_TASK BRIEF_. How many lines below hold the string "points"? Report that number alone.

_DATASET EXCERPTS_.
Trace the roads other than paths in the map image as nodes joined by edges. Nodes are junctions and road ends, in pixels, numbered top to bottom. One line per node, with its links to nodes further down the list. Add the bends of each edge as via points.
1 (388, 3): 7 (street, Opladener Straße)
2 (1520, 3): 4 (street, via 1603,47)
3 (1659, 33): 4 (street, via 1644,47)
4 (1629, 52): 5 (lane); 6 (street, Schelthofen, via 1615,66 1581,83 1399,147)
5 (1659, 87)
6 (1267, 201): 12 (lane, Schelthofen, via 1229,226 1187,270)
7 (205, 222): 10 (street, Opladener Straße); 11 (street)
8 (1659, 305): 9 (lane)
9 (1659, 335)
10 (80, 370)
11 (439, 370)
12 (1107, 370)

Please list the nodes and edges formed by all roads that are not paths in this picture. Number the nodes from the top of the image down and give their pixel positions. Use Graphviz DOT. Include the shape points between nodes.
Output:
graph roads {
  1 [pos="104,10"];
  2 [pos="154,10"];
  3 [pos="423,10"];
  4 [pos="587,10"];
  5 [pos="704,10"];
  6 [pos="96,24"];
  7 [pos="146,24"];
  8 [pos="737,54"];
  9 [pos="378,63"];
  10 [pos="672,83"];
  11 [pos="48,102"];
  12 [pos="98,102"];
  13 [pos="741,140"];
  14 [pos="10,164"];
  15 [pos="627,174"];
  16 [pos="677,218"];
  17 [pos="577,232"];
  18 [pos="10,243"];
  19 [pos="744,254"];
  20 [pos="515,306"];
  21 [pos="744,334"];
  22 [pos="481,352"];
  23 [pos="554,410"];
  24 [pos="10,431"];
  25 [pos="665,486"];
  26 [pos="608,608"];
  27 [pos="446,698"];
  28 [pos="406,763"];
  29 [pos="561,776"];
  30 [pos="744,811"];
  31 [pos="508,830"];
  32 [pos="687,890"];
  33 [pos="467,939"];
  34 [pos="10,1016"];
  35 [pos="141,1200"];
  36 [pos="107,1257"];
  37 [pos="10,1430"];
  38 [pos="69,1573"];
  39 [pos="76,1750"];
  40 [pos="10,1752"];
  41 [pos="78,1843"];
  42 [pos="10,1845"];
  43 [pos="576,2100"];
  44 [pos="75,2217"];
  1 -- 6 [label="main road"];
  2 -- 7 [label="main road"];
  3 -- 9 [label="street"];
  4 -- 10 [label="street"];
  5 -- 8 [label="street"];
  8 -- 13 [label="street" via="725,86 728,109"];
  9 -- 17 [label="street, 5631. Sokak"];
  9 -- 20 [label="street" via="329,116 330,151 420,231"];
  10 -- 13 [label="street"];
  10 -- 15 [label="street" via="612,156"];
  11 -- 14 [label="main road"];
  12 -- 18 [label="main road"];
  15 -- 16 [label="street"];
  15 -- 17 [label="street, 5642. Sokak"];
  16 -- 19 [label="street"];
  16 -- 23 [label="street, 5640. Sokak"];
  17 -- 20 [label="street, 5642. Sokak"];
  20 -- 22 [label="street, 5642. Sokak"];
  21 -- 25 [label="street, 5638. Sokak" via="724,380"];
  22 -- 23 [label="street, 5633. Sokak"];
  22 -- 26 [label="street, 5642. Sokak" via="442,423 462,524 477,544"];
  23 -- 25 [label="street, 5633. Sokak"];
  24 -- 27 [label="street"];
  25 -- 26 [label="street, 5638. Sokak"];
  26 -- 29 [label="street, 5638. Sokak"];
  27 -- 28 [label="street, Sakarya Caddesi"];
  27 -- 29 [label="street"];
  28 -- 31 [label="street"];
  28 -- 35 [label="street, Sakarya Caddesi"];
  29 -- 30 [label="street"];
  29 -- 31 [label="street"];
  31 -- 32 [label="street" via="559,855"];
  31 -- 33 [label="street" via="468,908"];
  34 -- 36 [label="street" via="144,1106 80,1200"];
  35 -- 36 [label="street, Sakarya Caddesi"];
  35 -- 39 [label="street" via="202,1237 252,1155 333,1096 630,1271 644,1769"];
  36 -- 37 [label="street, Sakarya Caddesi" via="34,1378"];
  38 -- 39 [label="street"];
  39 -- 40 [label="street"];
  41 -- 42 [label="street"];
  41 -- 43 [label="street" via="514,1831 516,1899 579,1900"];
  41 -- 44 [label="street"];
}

_RESULT_. 2